=== Source material ===
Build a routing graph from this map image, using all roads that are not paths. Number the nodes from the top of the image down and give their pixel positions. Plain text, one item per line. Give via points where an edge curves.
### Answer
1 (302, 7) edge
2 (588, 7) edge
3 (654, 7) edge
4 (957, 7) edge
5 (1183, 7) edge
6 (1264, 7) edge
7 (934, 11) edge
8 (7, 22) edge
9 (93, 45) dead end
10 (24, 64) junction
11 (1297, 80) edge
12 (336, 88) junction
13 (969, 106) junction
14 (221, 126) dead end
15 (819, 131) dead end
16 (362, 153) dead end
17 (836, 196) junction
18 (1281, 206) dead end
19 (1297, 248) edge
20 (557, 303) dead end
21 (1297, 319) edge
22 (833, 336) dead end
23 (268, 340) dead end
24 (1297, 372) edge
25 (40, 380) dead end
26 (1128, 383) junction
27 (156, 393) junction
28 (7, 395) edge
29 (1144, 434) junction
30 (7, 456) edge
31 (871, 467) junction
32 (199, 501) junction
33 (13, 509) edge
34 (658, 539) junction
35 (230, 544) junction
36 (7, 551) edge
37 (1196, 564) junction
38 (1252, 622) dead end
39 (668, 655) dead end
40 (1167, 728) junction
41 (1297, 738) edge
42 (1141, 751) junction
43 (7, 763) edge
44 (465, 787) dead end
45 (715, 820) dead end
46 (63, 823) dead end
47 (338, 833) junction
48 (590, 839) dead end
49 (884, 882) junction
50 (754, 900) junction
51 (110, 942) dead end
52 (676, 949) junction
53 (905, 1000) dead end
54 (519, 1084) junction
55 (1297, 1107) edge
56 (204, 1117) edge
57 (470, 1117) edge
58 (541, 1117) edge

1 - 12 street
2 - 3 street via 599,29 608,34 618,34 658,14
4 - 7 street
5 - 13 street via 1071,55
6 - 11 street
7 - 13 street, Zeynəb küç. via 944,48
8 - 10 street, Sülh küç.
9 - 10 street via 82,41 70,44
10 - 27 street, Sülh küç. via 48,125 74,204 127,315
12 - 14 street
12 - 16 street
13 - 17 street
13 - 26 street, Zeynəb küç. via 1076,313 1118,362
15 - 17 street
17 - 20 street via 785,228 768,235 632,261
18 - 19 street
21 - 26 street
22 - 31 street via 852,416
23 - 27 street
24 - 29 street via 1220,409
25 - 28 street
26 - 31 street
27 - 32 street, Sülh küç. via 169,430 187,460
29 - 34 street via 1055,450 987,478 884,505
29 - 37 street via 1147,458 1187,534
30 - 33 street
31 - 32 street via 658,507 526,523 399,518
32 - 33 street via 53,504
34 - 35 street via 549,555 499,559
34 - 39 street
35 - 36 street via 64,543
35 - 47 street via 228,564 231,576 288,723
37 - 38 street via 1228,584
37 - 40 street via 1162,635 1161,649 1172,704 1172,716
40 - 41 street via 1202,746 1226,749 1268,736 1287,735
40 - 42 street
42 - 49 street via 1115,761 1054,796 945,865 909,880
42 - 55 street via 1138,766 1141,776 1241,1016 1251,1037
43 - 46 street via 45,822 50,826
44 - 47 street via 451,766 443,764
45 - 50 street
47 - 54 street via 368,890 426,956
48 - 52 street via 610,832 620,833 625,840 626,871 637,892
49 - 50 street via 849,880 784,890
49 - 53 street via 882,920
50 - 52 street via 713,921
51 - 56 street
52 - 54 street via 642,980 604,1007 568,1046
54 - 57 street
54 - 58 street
===
A precise copy of the whole listing is the expected answer.

Build a routing graph from this map image, using all roads that are not paths. Number the nodes from the top of the image down and give their pixel positions. Plain text, one item per line. Give via points where an edge curves.
### Answer
1 (302, 7) edge
2 (588, 7) edge
3 (654, 7) edge
4 (957, 7) edge
5 (1183, 7) edge
6 (1264, 7) edge
7 (934, 11) edge
8 (7, 22) edge
9 (93, 45) dead end
10 (24, 64) junction
11 (1297, 80) edge
12 (336, 88) junction
13 (969, 106) junction
14 (221, 126) dead end
15 (819, 131) dead end
16 (362, 153) dead end
17 (836, 196) junction
18 (1281, 206) dead end
19 (1297, 248) edge
20 (557, 303) dead end
21 (1297, 319) edge
22 (833, 336) dead end
23 (268, 340) dead end
24 (1297, 372) edge
25 (40, 380) dead end
26 (1128, 383) junction
27 (156, 393) junction
28 (7, 395) edge
29 (1144, 434) junction
30 (7, 456) edge
31 (871, 467) junction
32 (199, 501) junction
33 (13, 509) edge
34 (658, 539) junction
35 (230, 544) junction
36 (7, 551) edge
37 (1196, 564) junction
38 (1252, 622) dead end
39 (668, 655) dead end
40 (1167, 728) junction
41 (1297, 738) edge
42 (1141, 751) junction
43 (7, 763) edge
44 (465, 787) dead end
45 (715, 820) dead end
46 (63, 823) dead end
47 (338, 833) junction
48 (590, 839) dead end
49 (884, 882) junction
50 (754, 900) junction
51 (110, 942) dead end
52 (676, 949) junction
53 (905, 1000) dead end
54 (519, 1084) junction
55 (1297, 1107) edge
56 (204, 1117) edge
57 (470, 1117) edge
58 (541, 1117) edge

1 - 12 street
2 - 3 street via 599,29 608,34 618,34 658,14
4 - 7 street
5 - 13 street via 1071,55
6 - 11 street
7 - 13 street, Zeynəb küç. via 944,48
8 - 10 street, Sülh küç.
9 - 10 street via 82,41 70,44
10 - 27 street, Sülh küç. via 48,125 74,204 127,315
12 - 14 street
12 - 16 street
13 - 17 street
13 - 26 street, Zeynəb küç. via 1076,313 1118,362
15 - 17 street
17 - 20 street via 785,228 768,235 632,261
18 - 19 street
21 - 26 street
22 - 31 street via 852,416
23 - 27 street
24 - 29 street via 1220,409
25 - 28 street
26 - 31 street
27 - 32 street, Sülh küç. via 169,430 187,460
29 - 34 street via 1055,450 987,478 884,505
29 - 37 street via 1147,458 1187,534
30 - 33 street
31 - 32 street via 658,507 526,523 399,518
32 - 33 street via 53,504
34 - 35 street via 549,555 499,559
34 - 39 street
35 - 36 street via 64,543
35 - 47 street via 228,564 231,576 288,723
37 - 38 street via 1228,584
37 - 40 street via 1162,635 1161,649 1172,704 1172,716
40 - 41 street via 1202,746 1226,749 1268,736 1287,735
40 - 42 street
42 - 49 street via 1115,761 1054,796 945,865 909,880
42 - 55 street via 1138,766 1141,776 1241,1016 1251,1037
43 - 46 street via 45,822 50,826
44 - 47 street via 451,766 443,764
45 - 50 street
47 - 54 street via 368,890 426,956
48 - 52 street via 610,832 620,833 625,840 626,871 637,892
49 - 50 street via 849,880 784,890
49 - 53 street via 882,920
50 - 52 street via 713,921
51 - 56 street
52 - 54 street via 642,980 604,1007 568,1046
54 - 57 street
54 - 58 street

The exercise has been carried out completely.